> **Exercise details**:
Give back all of the records underneath exactly, with no omissions.

> **Materials provided**:
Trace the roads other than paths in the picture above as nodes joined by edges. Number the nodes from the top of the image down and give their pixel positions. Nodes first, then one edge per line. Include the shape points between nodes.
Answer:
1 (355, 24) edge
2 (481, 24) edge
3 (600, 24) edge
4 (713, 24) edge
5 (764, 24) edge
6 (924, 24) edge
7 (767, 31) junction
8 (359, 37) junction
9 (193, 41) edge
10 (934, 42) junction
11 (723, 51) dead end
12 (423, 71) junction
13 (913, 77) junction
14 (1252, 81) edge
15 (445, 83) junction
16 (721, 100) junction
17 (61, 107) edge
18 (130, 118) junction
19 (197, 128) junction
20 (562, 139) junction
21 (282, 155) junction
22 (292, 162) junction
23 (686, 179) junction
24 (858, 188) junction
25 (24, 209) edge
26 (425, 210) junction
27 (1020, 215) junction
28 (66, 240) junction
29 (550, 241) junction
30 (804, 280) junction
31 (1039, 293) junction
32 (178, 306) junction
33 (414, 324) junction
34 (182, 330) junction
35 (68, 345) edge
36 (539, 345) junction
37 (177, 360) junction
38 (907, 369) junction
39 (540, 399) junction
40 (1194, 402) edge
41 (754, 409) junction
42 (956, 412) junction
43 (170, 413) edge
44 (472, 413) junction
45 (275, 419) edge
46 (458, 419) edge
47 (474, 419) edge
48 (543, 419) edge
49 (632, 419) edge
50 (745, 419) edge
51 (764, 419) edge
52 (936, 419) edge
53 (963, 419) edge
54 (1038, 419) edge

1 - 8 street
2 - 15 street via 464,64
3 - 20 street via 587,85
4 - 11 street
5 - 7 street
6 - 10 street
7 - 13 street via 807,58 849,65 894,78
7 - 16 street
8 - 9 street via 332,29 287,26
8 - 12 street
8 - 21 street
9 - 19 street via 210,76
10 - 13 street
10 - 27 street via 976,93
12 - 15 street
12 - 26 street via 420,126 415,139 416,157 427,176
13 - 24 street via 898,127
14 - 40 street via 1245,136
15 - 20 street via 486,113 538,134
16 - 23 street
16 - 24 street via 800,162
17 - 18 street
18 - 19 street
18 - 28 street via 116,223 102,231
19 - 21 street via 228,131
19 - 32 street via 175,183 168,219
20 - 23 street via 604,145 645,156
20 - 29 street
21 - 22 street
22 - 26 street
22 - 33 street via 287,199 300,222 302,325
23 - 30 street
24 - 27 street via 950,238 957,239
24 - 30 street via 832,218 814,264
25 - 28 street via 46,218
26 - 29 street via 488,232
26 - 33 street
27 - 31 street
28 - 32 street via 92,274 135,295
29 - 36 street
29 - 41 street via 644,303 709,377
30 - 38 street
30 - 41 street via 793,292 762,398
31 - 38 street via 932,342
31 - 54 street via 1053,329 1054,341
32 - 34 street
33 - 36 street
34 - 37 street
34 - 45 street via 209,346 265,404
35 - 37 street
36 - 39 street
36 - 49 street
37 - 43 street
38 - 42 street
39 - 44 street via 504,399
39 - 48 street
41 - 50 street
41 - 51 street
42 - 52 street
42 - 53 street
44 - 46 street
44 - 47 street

> **Result**:
Trace the roads other than paths in the picture above as nodes joined by edges. Number the nodes from the top of the image down and give their pixel positions. Nodes first, then one edge per line. Include the shape points between nodes.
Answer:
1 (355, 24) edge
2 (481, 24) edge
3 (600, 24) edge
4 (713, 24) edge
5 (764, 24) edge
6 (924, 24) edge
7 (767, 31) junction
8 (359, 37) junction
9 (193, 41) edge
10 (934, 42) junction
11 (723, 51) dead end
12 (423, 71) junction
13 (913, 77) junction
14 (1252, 81) edge
15 (445, 83) junction
16 (721, 100) junction
17 (61, 107) edge
18 (130, 118) junction
19 (197, 128) junction
20 (562, 139) junction
21 (282, 155) junction
22 (292, 162) junction
23 (686, 179) junction
24 (858, 188) junction
25 (24, 209) edge
26 (425, 210) junction
27 (1020, 215) junction
28 (66, 240) junction
29 (550, 241) junction
30 (804, 280) junction
31 (1039, 293) junction
32 (178, 306) junction
33 (414, 324) junction
34 (182, 330) junction
35 (68, 345) edge
36 (539, 345) junction
37 (177, 360) junction
38 (907, 369) junction
39 (540, 399) junction
40 (1194, 402) edge
41 (754, 409) junction
42 (956, 412) junction
43 (170, 413) edge
44 (472, 413) junction
45 (275, 419) edge
46 (458, 419) edge
47 (474, 419) edge
48 (543, 419) edge
49 (632, 419) edge
50 (745, 419) edge
51 (764, 419) edge
52 (936, 419) edge
53 (963, 419) edge
54 (1038, 419) edge

1 - 8 street
2 - 15 street via 464,64
3 - 20 street via 587,85
4 - 11 street
5 - 7 street
6 - 10 street
7 - 13 street via 807,58 849,65 894,78
7 - 16 street
8 - 9 street via 332,29 287,26
8 - 12 street
8 - 21 street
9 - 19 street via 210,76
10 - 13 street
10 - 27 street via 976,93
12 - 15 street
12 - 26 street via 420,126 415,139 416,157 427,176
13 - 24 street via 898,127
14 - 40 street via 1245,136
15 - 20 street via 486,113 538,134
16 - 23 street
16 - 24 street via 800,162
17 - 18 street
18 - 19 street
18 - 28 street via 116,223 102,231
19 - 21 street via 228,131
19 - 32 street via 175,183 168,219
20 - 23 street via 604,145 645,156
20 - 29 street
21 - 22 street
22 - 26 street
22 - 33 street via 287,199 300,222 302,325
23 - 30 street
24 - 27 street via 950,238 957,239
24 - 30 street via 832,218 814,264
25 - 28 street via 46,218
26 - 29 street via 488,232
26 - 33 street
27 - 31 street
28 - 32 street via 92,274 135,295
29 - 36 street
29 - 41 street via 644,303 709,377
30 - 38 street
30 - 41 street via 793,292 762,398
31 - 38 street via 932,342
31 - 54 street via 1053,329 1054,341
32 - 34 street
33 - 36 street
34 - 37 street
34 - 45 street via 209,346 265,404
35 - 37 street
36 - 39 street
36 - 49 street
37 - 43 street
38 - 42 street
39 - 44 street via 504,399
39 - 48 street
41 - 50 street
41 - 51 street
42 - 52 street
42 - 53 street
44 - 46 street
44 - 47 street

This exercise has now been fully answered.